[Collected data entries]
★ ★ ★ ★
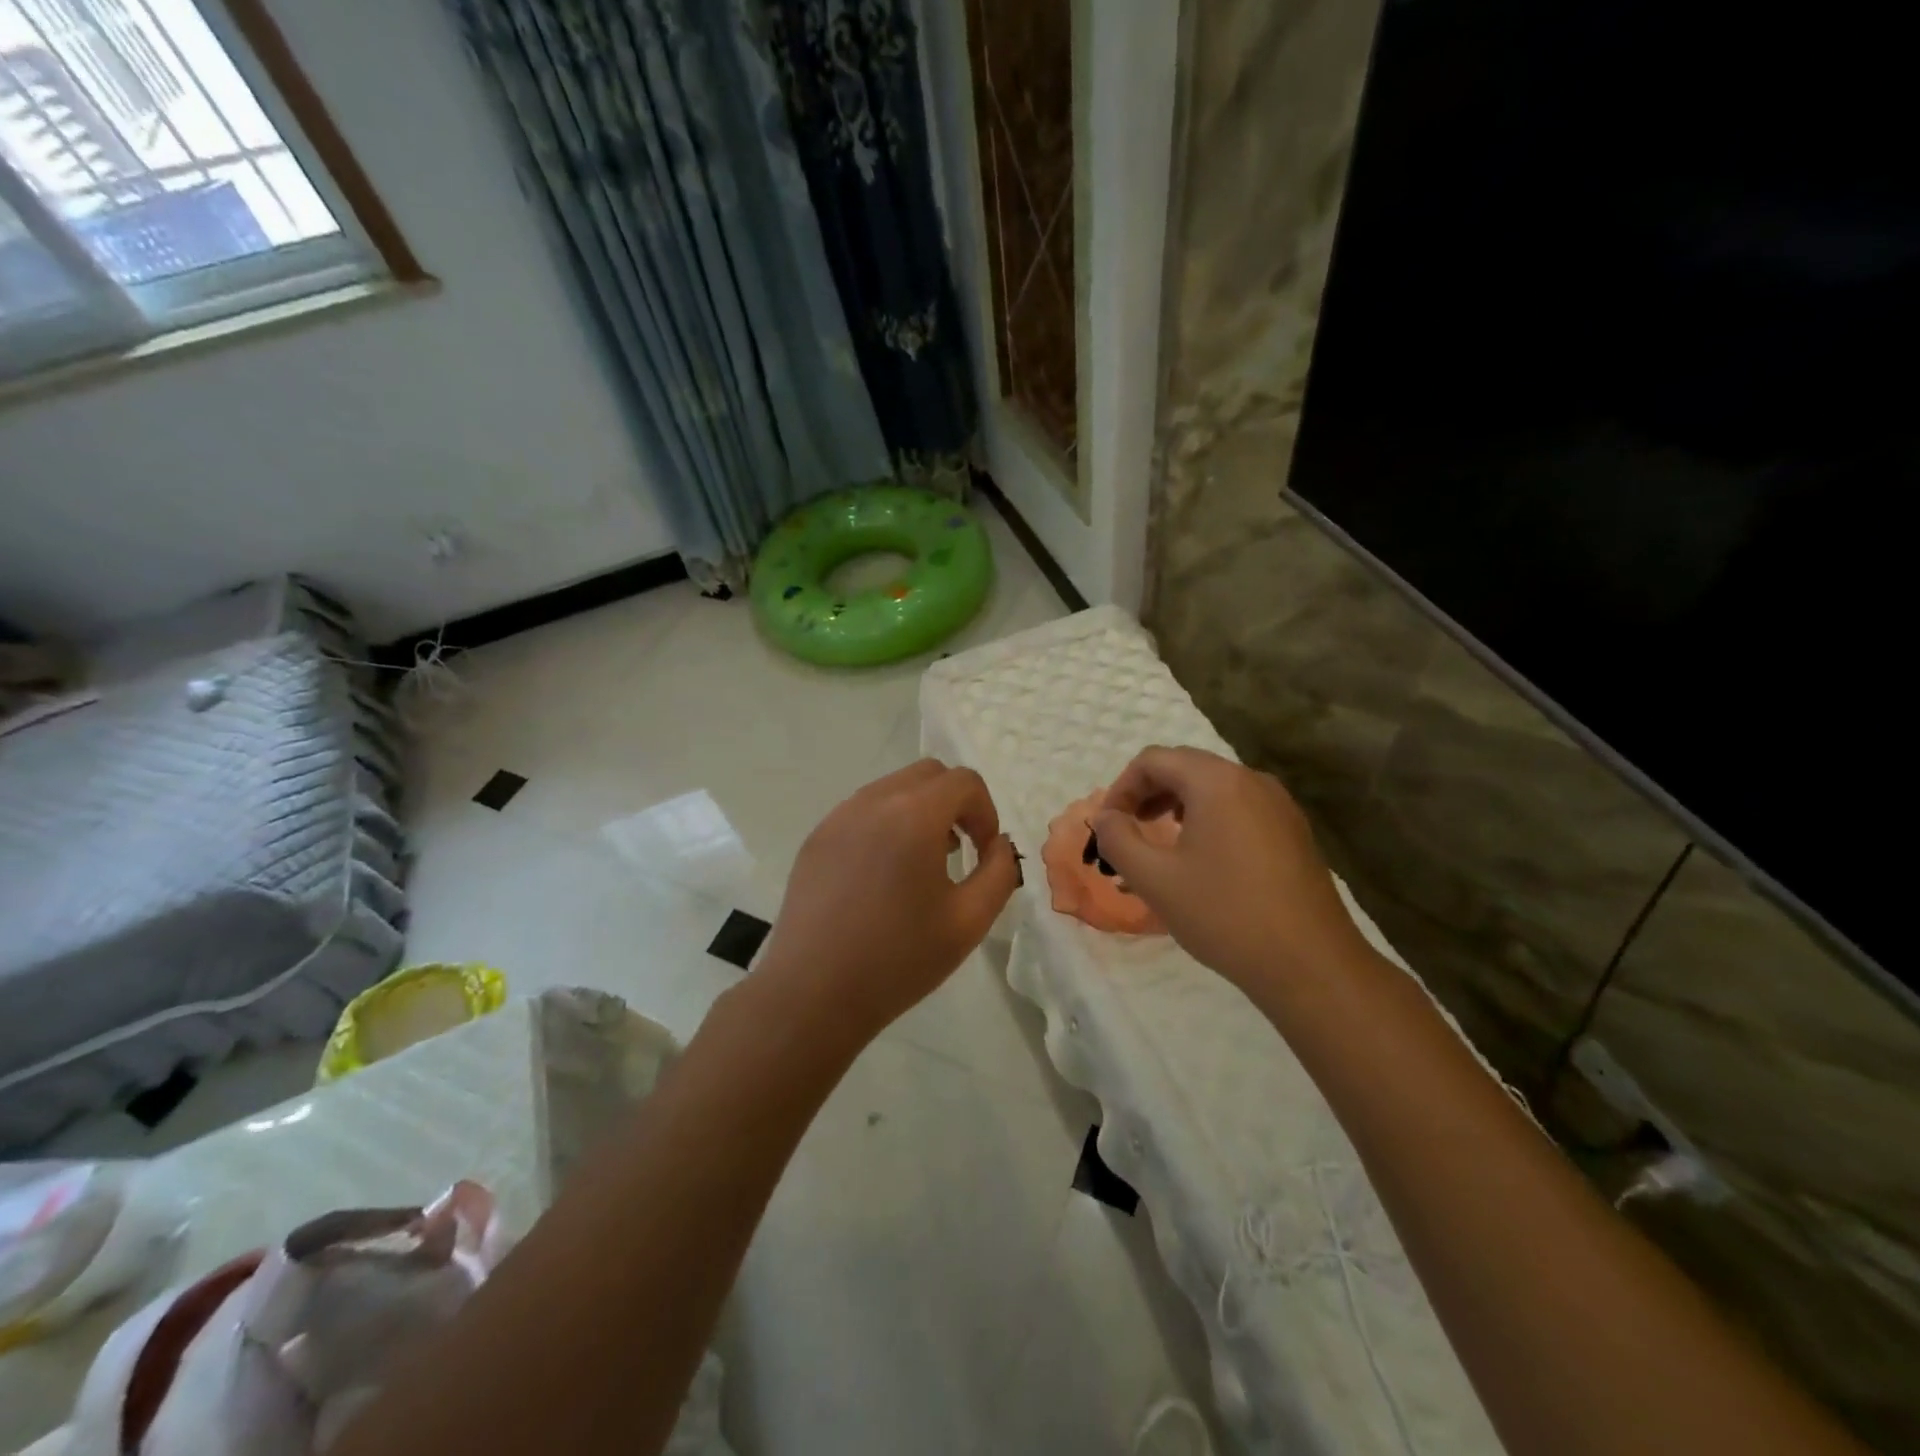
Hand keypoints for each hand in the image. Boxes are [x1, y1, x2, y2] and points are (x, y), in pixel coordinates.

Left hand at [760, 759, 1020, 1043]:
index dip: (986, 812)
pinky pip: (862, 811)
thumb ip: (1000, 872)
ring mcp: (838, 817)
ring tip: (921, 865)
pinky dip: (886, 824)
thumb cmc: (898, 959)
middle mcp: (873, 802)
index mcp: (913, 816)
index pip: (964, 781)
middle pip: (928, 774)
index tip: (984, 853)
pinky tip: (883, 876)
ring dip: (919, 811)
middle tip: (960, 851)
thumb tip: (1000, 846)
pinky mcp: (816, 838)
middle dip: (955, 803)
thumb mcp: (969, 921)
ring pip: (892, 788)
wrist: (813, 993)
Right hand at [1091, 746, 1367, 990]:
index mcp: (1217, 782)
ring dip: (1177, 805)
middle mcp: (1251, 780)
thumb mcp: (1155, 879)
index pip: (1154, 760)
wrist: (1310, 964)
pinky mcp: (1293, 831)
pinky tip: (1202, 859)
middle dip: (1148, 793)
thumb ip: (1118, 839)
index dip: (1121, 787)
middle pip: (1185, 767)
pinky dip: (1208, 819)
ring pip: (1214, 787)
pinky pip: (1239, 808)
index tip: (1107, 825)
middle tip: (1127, 831)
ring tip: (1159, 844)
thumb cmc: (1225, 915)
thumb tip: (1106, 818)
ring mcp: (1279, 805)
★ ★ ★ ★
# What the exercise asks
Scan the data for lines containing "middle" and copy all of them.

# Response to the task
middle mcp: (873, 802)
middle pip: (928, 774)
middle tip: (960, 851)
middle dip: (955, 803)
middle mcp: (1251, 780)
middle dip: (1148, 793)
middle pip: (1185, 767)
middle tip: (1127, 831)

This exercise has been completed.